REQUIRED WORK
Copy the data exactly; pictures stay out of the copy.

[Collected data entries]
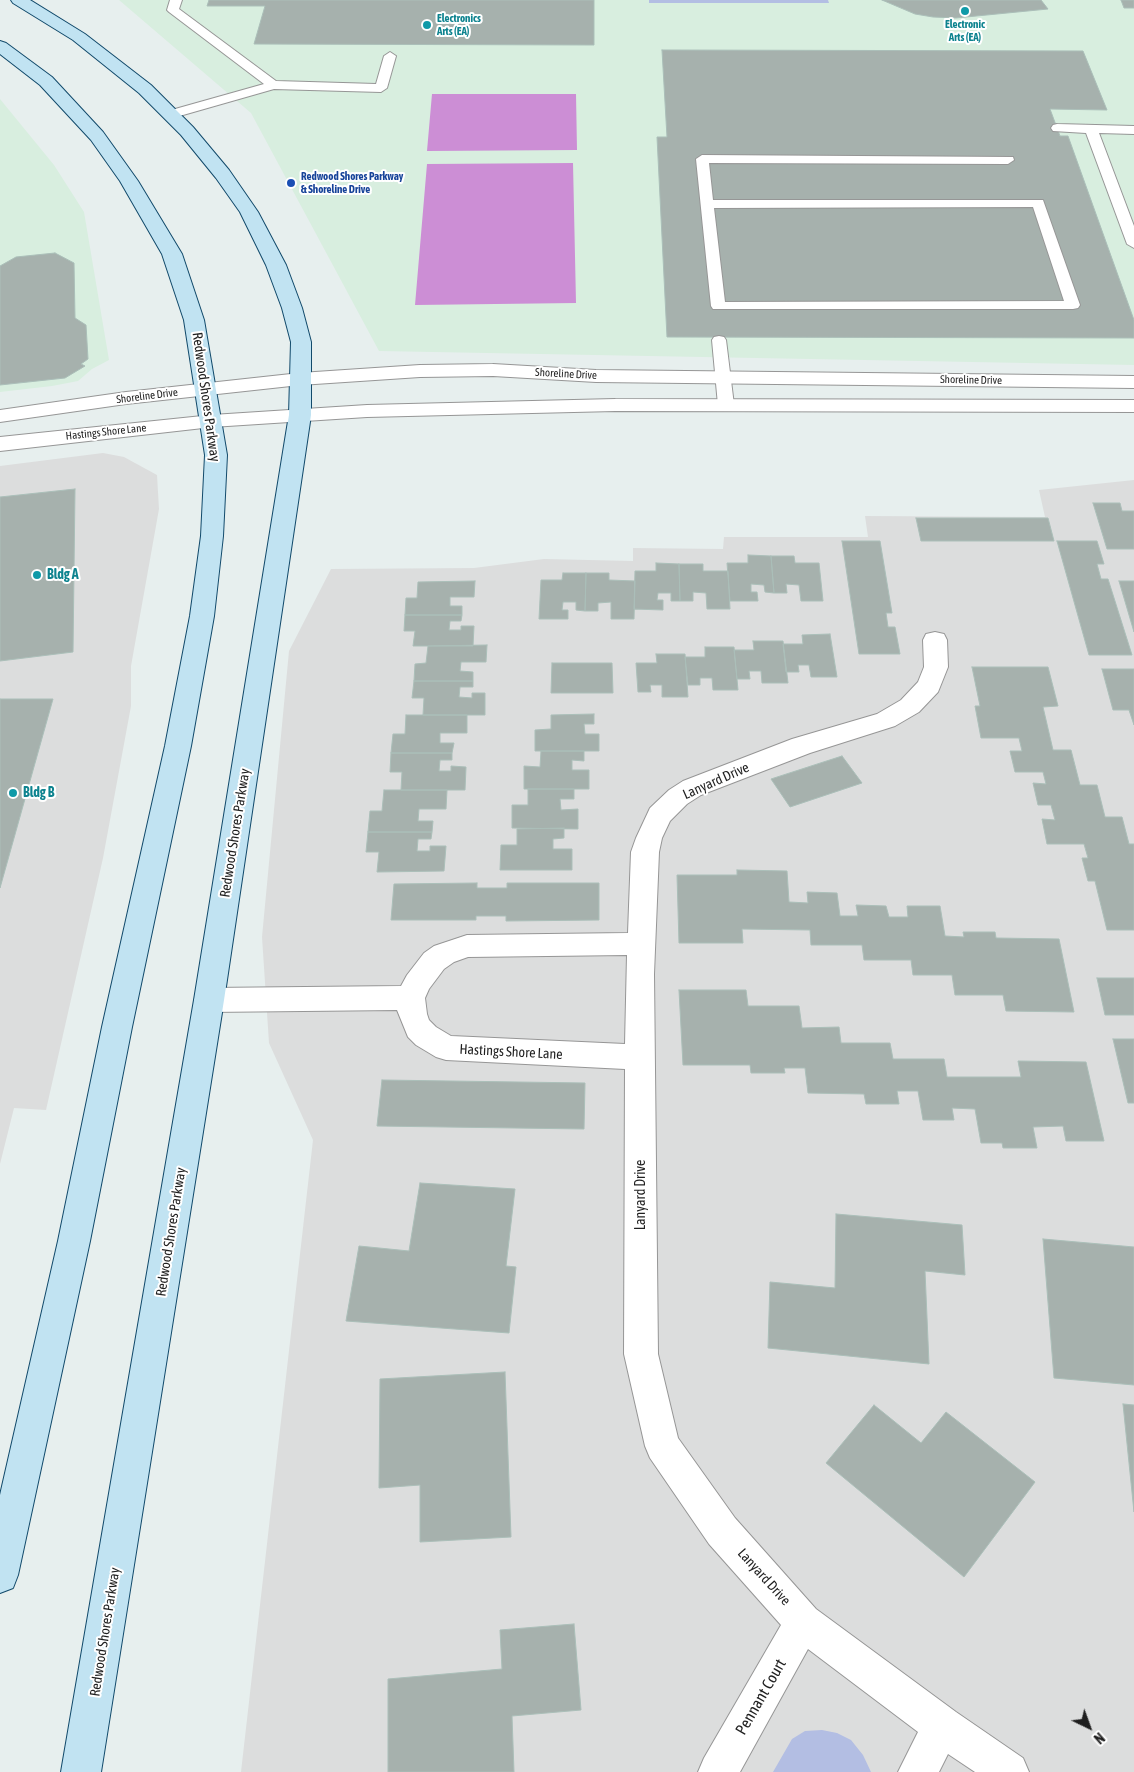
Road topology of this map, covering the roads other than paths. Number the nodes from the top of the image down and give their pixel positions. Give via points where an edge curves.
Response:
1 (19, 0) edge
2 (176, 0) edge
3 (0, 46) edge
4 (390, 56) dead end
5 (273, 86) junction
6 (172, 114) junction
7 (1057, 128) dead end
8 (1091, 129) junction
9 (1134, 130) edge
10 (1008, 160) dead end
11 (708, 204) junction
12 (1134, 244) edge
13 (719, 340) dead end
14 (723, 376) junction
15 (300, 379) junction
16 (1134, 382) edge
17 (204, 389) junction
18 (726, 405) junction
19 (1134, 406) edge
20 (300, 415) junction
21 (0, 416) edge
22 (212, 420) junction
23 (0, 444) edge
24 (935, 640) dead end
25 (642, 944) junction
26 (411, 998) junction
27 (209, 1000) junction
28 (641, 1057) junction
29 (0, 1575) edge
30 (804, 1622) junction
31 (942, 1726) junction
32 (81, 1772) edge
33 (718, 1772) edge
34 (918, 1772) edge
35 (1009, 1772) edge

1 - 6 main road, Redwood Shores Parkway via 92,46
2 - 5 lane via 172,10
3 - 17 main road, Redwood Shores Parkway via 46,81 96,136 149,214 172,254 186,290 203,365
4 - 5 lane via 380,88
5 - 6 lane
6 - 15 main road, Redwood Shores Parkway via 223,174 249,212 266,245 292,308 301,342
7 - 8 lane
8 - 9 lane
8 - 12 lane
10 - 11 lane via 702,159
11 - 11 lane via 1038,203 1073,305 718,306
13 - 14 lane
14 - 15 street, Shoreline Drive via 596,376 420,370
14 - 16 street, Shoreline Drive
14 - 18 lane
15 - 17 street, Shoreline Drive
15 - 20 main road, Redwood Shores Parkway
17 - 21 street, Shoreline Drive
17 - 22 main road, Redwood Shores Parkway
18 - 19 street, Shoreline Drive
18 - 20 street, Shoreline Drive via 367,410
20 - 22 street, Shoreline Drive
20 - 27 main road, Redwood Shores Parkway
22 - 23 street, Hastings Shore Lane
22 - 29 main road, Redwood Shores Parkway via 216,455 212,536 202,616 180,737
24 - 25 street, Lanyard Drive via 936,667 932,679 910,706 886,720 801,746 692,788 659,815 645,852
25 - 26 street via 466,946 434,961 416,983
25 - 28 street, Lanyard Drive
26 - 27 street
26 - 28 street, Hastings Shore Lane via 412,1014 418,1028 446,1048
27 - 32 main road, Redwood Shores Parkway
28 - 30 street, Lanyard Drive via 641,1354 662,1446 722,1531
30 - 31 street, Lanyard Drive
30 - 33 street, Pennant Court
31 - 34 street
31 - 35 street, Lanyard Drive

EXPECTED ANSWER
Road topology of this map, covering the roads other than paths. Number the nodes from the top of the image down and give their pixel positions. Give via points where an edge curves.
Response:
1 (19, 0) edge
2 (176, 0) edge
3 (0, 46) edge
4 (390, 56) dead end
5 (273, 86) junction
6 (172, 114) junction
7 (1057, 128) dead end
8 (1091, 129) junction
9 (1134, 130) edge
10 (1008, 160) dead end
11 (708, 204) junction
12 (1134, 244) edge
13 (719, 340) dead end
14 (723, 376) junction
15 (300, 379) junction
16 (1134, 382) edge
17 (204, 389) junction
18 (726, 405) junction
19 (1134, 406) edge
20 (300, 415) junction
21 (0, 416) edge
22 (212, 420) junction
23 (0, 444) edge
24 (935, 640) dead end
25 (642, 944) junction
26 (411, 998) junction
27 (209, 1000) junction
28 (641, 1057) junction
29 (0, 1575) edge
30 (804, 1622) junction
31 (942, 1726) junction
32 (81, 1772) edge
33 (718, 1772) edge
34 (918, 1772) edge
35 (1009, 1772) edge

1 - 6 main road, Redwood Shores Parkway via 92,46
2 - 5 lane via 172,10
3 - 17 main road, Redwood Shores Parkway via 46,81 96,136 149,214 172,254 186,290 203,365
4 - 5 lane via 380,88
5 - 6 lane
6 - 15 main road, Redwood Shores Parkway via 223,174 249,212 266,245 292,308 301,342
7 - 8 lane
8 - 9 lane
8 - 12 lane
10 - 11 lane via 702,159
11 - 11 lane via 1038,203 1073,305 718,306
13 - 14 lane
14 - 15 street, Shoreline Drive via 596,376 420,370
14 - 16 street, Shoreline Drive
14 - 18 lane
15 - 17 street, Shoreline Drive
15 - 20 main road, Redwood Shores Parkway
17 - 21 street, Shoreline Drive
17 - 22 main road, Redwood Shores Parkway
18 - 19 street, Shoreline Drive
18 - 20 street, Shoreline Drive via 367,410
20 - 22 street, Shoreline Drive
20 - 27 main road, Redwood Shores Parkway
22 - 23 street, Hastings Shore Lane
22 - 29 main road, Redwood Shores Parkway via 216,455 212,536 202,616 180,737
24 - 25 street, Lanyard Drive via 936,667 932,679 910,706 886,720 801,746 692,788 659,815 645,852
25 - 26 street via 466,946 434,961 416,983
25 - 28 street, Lanyard Drive
26 - 27 street
26 - 28 street, Hastings Shore Lane via 412,1014 418,1028 446,1048
27 - 32 main road, Redwood Shores Parkway
28 - 30 street, Lanyard Drive via 641,1354 662,1446 722,1531
30 - 31 street, Lanyard Drive
30 - 33 street, Pennant Court
31 - 34 street
31 - 35 street, Lanyard Drive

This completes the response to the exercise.